Here we introduce a computer architecture that can reconfigure circuits within a nanosecond, and how this make the architecture a perfect ‘city’ for applications.
We explained how runtime reconfiguration can eliminate idle units in the last project. Here we explain the motivation for more fine-grained runtime reconfiguration with an example.
The modern chips are similar to cities in many ways. The figure above shows the New York city during night, and the layout of a silicon chip. If we ignore the fancy lighting, we will find that the building blocks are just like silicon modules in a chip, connected with roads or metal wires (does this mean, in a higher dimension, we are just electrons in a chip? :D). The purpose of a chip is computing as fast as possible. More specifically, the chip transfers information represented with ‘0’ and ‘1’ bits into data-processing modules. Modern CPUs are built for general-purpose computing. All applications can be supported in such chips, with sacrificed computing performance for each task. Similarly, big cities like London can provide whatever people need, with higher costs (price, transport time, etc.).

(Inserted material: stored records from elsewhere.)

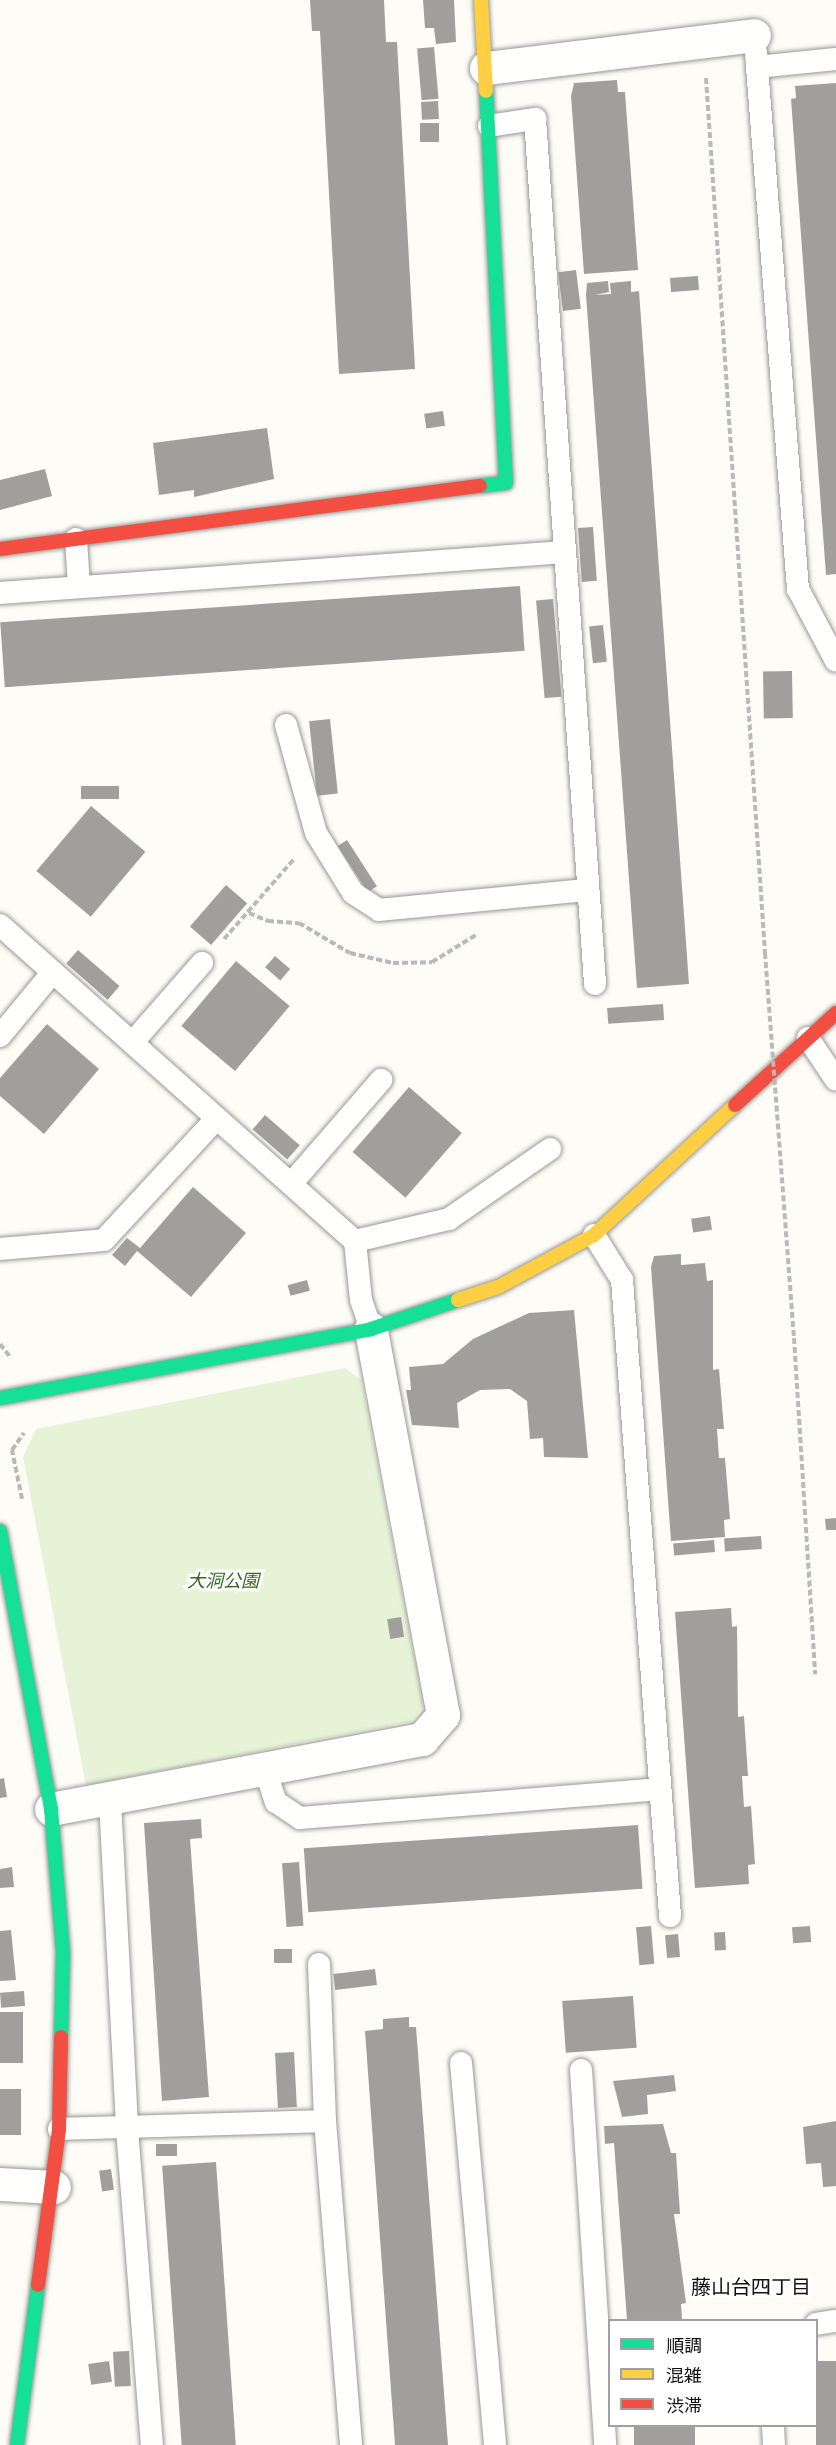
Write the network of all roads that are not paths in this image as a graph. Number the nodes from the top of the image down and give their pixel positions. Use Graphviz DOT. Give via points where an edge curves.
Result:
graph roads {
  1 [pos="481,0"];
  2 [pos="755,51"];
  3 [pos="836,59"];
  4 [pos="486,68"];
  5 [pos="489,126"];
  6 [pos="76,539"];
  7 [pos="0,549"];
  8 [pos="565,552"];
  9 [pos="79,587"];
  10 [pos="0,593"];
  11 [pos="836,661"];
  12 [pos="286,724"];
  13 [pos="588,890"];
  14 [pos="0,925"];
  15 [pos="202,963"];
  16 [pos="53,972"];
  17 [pos="595,984"];
  18 [pos="836,1013"];
  19 [pos="0,1036"];
  20 [pos="808,1038"];
  21 [pos="133,1042"];
  22 [pos="381,1080"];
  23 [pos="836,1080"];
  24 [pos="217,1118"];
  25 [pos="550,1149"];
  26 [pos="291,1184"];
  27 [pos="594,1235"];
  28 [pos="355,1241"];
  29 [pos="0,1249"];
  30 [pos="371,1329"];
  31 [pos="0,1398"];
  32 [pos="0,1531"];
  33 [pos="265,1769"];
  34 [pos="658,1790"];
  35 [pos="110,1801"];
  36 [pos="51,1809"];
  37 [pos="670,1916"];
  38 [pos="319,1964"];
  39 [pos="461,2064"];
  40 [pos="581,2070"];
  41 [pos="325,2121"];
  42 [pos="59,2129"];
  43 [pos="127,2129"];
  44 [pos="0,2184"];
  45 [pos="54,2187"];
  46 [pos="836,2320"];
  47 [pos="818,2324"];
  48 [pos="773,2427"];
  49 [pos="17,2445"];
  50 [pos="152,2445"];
  51 [pos="351,2445"];
  52 [pos="495,2445"];
  53 [pos="605,2445"];
  54 [pos="774,2445"];
  1 -- 4 [label="street"];
  2 -- 3 [label="lane"];
  2 -- 4 [label="street" via="704,41"];
  2 -- 11 [label="lane" via="798,589"];
  4 -- 5 [label="street"];
  5 -- 6 [label="street" via="507,483"];
  5 -- 8 [label="lane" via="534,119"];
  6 -- 7 [label="street"];
  6 -- 9 [label="lane"];
  8 -- 9 [label="lane"];
  8 -- 13 [label="lane"];
  9 -- 10 [label="lane"];
  12 -- 13 [label="lane" via="316,833 353,893 379,910"];
  13 -- 17 [label="lane"];
  14 -- 16 [label="lane"];
  15 -- 21 [label="lane"];
  16 -- 19 [label="lane"];
  16 -- 21 [label="lane"];
  18 -- 20 [label="street"];
  20 -- 23 [label="lane"];
  20 -- 27 [label="street"];
  21 -- 24 [label="lane"];
  22 -- 26 [label="lane"];
  24 -- 26 [label="lane"];
  24 -- 29 [label="lane" via="104,1240"];
  25 -- 28 [label="lane" via="448,1219"];
  26 -- 28 [label="lane"];
  27 -- 30 [label="street" via="498,1287"];
  27 -- 34 [label="lane" via="622,1280"];
  28 -- 30 [label="lane" via="361,1300"];
  30 -- 31 [label="street"];
  30 -- 33 [label="street" via="443,1715 422,1739"];
  32 -- 36 [label="street"];
  33 -- 34 [label="lane" via="276,1802 300,1818"];
  33 -- 35 [label="street"];
  34 -- 37 [label="lane"];
  35 -- 36 [label="street"];
  35 -- 43 [label="lane"];
  36 -- 42 [label="street" via="63,1952"];
  38 -- 41 [label="lane"];
  39 -- 52 [label="lane"];
  40 -- 53 [label="lane"];
  41 -- 43 [label="lane"];
  41 -- 51 [label="lane"];
  42 -- 43 [label="lane"];
  42 -- 45 [label="street"];
  43 -- 50 [label="lane"];
  44 -- 45 [label="street"];
  45 -- 49 [label="street"];
  46 -- 47 [label="lane"];
  48 -- 54 [label="lane"];
}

Reconfigurable computing takes a different way to execute applications. Supported by FPGAs, customised circuits can be implemented for each applications. The description of customised circuits will be synthesised into configuration bitstream, which will be downloaded into FPGAs to define the implemented circuits. The reconfigurability of FPGAs enables different circuits to be mapped on chip without the time-consuming chip fabrication process. The chip download process —the process to download the synthesised bitstream, takes a few seconds for large-scale FPGAs. This configuration time is negligible given sufficient data to process. This is like a city constructed for a specific purpose. For example, if a city is built to minimise the time its citizens spend on transport, the city can be customised to support the best transport system in the world, which will provides significant reduction in transport time. However, in reality, even for a specific application, developing a customised design can be challenging.
The major drawback for a customised circuit is the fact that this circuit can only be used by a specific operation.
This works well if we know what operations in an application will be executed before we develop the customised design.
We name such designs “static” designs, since the operations to be executed will not change during runtime.
There are various design approach to derive the optimal design under this circumstance.
As you can imagine, the real-world applications will not always be this simple.
There are applications where different operations are executed under different runtime conditions. For example, people will plan their journey depending on weather, transport system status, distance, etc., and thus we cannot customise the transportation system due to lack of information such as weather in the future. We name such designs “dynamic” designs, since the operations to execute change from to time time, and cannot be determined when we develop designs.
As discussed in EXPRESS, we can use runtime reconfiguration to implement efficiency dynamic designs, by reconfiguring the underlying circuit based on runtime conditions. However, with current reconfigurable chips, the reconfiguration process takes 1 microsecond to 1 second, which correspond to hundreds to hundreds of millions cycles, while most applications requires reconfiguration every clock cycle. This is similar to that only a city needs to be optimised for transportation, but also a new road needs to be built the second a citizen needs it.
I developed the EURECA technology to resolve this issue. The minimum reconfiguration time is reduced from microseconds to a nanosecond. The basic idea is demonstrate in the following figure.
(a) demonstrate a “static” application, where all the operations can be determined before execution. Developing a customised hardware design is relatively straightforward.
(b) shows a “dynamic” application supported with static circuits. In order to support the unknown operations, this design implement customised operators for all the possible operations, and only enable the operators that are required at the current cycle. The hardware efficiency is very low.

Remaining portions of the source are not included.